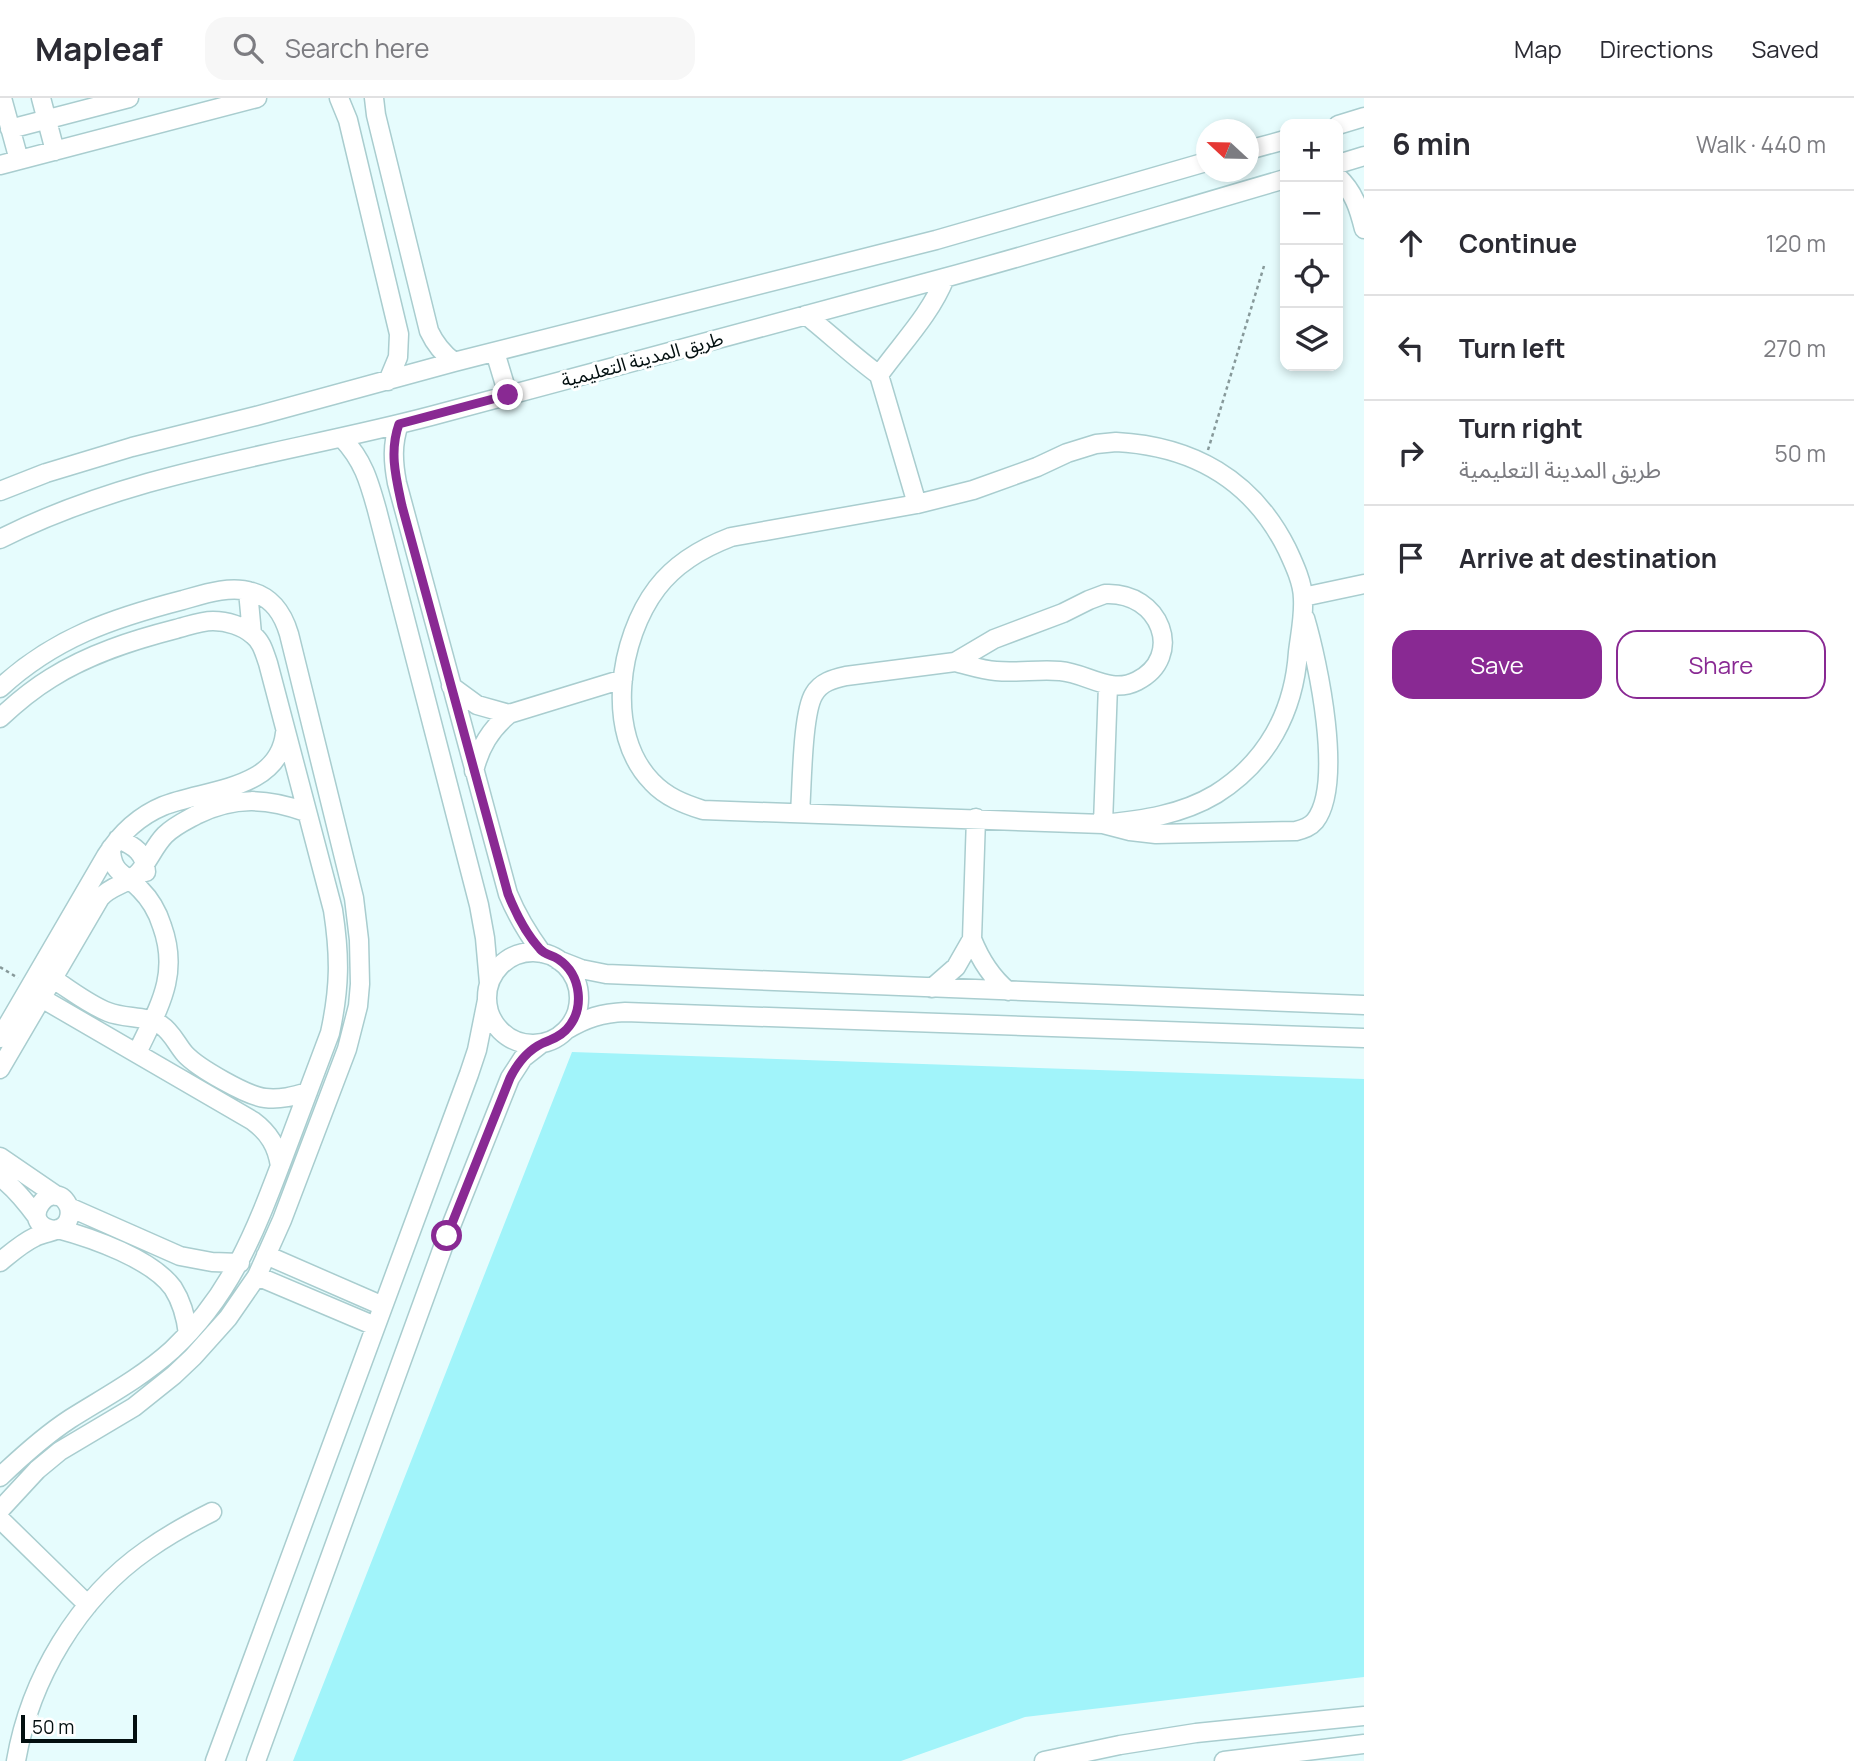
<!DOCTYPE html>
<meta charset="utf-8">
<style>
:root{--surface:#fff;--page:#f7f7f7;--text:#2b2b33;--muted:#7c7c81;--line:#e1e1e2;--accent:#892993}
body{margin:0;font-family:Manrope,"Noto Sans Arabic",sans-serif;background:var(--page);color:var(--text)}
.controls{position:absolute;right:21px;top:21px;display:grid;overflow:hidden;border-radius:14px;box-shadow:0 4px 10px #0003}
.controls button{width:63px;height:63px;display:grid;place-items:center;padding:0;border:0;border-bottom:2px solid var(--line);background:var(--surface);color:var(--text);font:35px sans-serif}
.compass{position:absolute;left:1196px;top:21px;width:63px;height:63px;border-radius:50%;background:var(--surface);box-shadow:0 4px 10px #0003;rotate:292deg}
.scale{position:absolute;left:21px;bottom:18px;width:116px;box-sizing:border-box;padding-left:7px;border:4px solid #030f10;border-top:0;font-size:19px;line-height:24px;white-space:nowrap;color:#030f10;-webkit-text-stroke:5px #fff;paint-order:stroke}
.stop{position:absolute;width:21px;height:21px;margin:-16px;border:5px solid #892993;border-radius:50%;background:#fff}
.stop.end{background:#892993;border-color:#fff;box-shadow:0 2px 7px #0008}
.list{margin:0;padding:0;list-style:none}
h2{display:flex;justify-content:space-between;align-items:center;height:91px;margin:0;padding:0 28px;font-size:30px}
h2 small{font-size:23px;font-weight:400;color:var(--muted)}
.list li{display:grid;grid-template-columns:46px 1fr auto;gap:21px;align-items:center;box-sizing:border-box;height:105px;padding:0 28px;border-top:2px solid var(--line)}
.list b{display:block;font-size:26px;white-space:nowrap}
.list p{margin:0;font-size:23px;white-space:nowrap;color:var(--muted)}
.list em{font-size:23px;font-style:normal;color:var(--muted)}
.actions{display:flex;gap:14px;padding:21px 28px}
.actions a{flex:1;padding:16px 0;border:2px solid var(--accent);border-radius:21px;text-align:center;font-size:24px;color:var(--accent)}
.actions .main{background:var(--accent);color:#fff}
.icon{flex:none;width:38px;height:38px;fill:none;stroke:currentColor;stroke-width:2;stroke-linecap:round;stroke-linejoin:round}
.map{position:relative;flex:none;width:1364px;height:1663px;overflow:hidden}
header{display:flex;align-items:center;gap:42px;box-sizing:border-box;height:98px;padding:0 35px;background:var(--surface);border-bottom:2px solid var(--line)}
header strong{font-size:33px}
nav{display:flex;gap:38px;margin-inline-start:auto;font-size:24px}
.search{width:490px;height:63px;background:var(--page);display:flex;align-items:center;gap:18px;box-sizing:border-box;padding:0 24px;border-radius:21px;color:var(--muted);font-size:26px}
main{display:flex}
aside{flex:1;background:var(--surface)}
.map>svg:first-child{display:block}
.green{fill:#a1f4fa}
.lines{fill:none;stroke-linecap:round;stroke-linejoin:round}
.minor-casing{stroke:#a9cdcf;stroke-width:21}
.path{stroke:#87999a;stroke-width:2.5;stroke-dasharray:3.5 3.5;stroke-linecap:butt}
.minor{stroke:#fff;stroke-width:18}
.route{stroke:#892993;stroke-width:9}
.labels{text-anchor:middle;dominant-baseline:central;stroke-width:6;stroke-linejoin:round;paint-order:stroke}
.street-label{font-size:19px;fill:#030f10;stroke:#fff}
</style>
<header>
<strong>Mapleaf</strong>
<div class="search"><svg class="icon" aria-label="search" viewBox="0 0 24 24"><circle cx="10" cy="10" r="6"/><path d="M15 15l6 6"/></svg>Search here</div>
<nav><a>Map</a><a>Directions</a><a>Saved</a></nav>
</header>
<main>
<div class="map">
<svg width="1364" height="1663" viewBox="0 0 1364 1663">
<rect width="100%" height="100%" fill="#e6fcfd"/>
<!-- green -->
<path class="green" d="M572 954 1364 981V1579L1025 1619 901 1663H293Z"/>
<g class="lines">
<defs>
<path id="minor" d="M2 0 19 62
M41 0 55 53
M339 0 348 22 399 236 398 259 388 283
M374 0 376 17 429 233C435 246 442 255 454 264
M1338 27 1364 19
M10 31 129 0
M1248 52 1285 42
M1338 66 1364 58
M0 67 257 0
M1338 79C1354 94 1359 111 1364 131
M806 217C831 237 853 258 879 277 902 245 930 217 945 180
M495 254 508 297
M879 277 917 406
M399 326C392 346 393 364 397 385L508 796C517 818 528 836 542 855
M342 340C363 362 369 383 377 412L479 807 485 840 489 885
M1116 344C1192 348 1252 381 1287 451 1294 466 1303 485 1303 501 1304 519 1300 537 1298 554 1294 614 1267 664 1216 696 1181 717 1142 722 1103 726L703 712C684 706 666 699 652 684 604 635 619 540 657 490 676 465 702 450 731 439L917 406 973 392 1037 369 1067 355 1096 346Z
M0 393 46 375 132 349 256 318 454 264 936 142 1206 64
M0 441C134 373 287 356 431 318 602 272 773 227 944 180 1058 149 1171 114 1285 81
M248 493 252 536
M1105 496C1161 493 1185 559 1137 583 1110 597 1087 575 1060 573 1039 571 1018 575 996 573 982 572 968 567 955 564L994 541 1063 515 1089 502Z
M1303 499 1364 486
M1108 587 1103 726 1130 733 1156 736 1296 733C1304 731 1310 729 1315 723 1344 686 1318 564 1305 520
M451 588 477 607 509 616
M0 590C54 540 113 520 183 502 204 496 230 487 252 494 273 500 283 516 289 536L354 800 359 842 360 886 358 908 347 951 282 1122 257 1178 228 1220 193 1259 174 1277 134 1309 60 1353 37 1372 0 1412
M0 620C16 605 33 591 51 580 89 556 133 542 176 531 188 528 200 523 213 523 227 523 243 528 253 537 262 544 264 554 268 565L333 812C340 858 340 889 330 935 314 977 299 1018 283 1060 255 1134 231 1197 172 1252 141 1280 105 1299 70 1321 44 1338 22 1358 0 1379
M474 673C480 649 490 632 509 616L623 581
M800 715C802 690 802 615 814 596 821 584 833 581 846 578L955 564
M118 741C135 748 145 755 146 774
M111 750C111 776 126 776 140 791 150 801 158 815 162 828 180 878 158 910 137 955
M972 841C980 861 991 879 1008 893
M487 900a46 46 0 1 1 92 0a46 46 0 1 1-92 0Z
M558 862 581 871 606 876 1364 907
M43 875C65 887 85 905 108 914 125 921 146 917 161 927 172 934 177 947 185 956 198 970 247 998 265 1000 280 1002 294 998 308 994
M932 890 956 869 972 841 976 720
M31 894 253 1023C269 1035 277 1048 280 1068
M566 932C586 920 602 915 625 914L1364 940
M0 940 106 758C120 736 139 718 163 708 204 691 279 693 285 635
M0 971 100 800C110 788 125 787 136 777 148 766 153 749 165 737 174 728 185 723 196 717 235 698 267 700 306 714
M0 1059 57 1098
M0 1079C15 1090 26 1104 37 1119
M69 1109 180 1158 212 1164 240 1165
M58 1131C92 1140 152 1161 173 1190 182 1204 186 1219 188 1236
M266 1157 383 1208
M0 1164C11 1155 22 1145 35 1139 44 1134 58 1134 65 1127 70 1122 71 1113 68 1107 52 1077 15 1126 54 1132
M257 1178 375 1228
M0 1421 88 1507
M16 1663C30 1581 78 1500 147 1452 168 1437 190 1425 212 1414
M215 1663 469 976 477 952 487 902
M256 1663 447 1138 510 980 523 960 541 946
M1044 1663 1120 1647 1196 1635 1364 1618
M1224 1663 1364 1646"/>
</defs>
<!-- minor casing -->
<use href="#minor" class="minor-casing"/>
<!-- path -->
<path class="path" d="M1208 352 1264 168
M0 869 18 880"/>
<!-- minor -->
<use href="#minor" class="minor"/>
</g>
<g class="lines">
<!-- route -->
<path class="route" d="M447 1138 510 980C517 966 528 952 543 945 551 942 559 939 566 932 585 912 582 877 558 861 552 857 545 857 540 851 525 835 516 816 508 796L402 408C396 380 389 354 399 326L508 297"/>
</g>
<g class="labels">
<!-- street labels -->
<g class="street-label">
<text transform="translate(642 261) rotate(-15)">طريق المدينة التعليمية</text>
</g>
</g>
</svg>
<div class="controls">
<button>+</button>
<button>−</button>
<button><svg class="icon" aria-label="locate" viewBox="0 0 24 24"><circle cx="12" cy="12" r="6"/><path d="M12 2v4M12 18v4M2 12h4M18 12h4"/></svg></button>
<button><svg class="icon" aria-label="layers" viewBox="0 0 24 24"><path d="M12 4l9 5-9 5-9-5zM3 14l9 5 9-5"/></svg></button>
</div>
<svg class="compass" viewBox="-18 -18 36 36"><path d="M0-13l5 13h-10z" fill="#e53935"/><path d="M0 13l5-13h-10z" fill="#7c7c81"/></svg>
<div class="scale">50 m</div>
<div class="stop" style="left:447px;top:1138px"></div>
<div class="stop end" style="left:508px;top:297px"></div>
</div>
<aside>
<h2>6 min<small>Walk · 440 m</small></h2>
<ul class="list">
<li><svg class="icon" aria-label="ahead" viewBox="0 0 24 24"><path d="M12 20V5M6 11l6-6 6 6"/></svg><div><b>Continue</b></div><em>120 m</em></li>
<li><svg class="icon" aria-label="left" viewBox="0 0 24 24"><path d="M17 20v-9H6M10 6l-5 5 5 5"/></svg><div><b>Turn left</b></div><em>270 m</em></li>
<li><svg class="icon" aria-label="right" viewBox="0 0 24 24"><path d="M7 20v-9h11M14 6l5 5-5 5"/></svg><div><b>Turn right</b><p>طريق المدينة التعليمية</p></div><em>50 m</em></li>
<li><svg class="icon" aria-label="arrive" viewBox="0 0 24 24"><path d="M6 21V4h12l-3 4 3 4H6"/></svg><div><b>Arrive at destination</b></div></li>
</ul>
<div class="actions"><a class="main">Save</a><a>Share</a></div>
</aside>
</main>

────────

Task objective: Return each line among the entries that holds the word "casing".

Solution for this problem:
.minor-casing{stroke:#a9cdcf;stroke-width:21}
<!-- minor casing -->
<use href="#minor" class="minor-casing"/>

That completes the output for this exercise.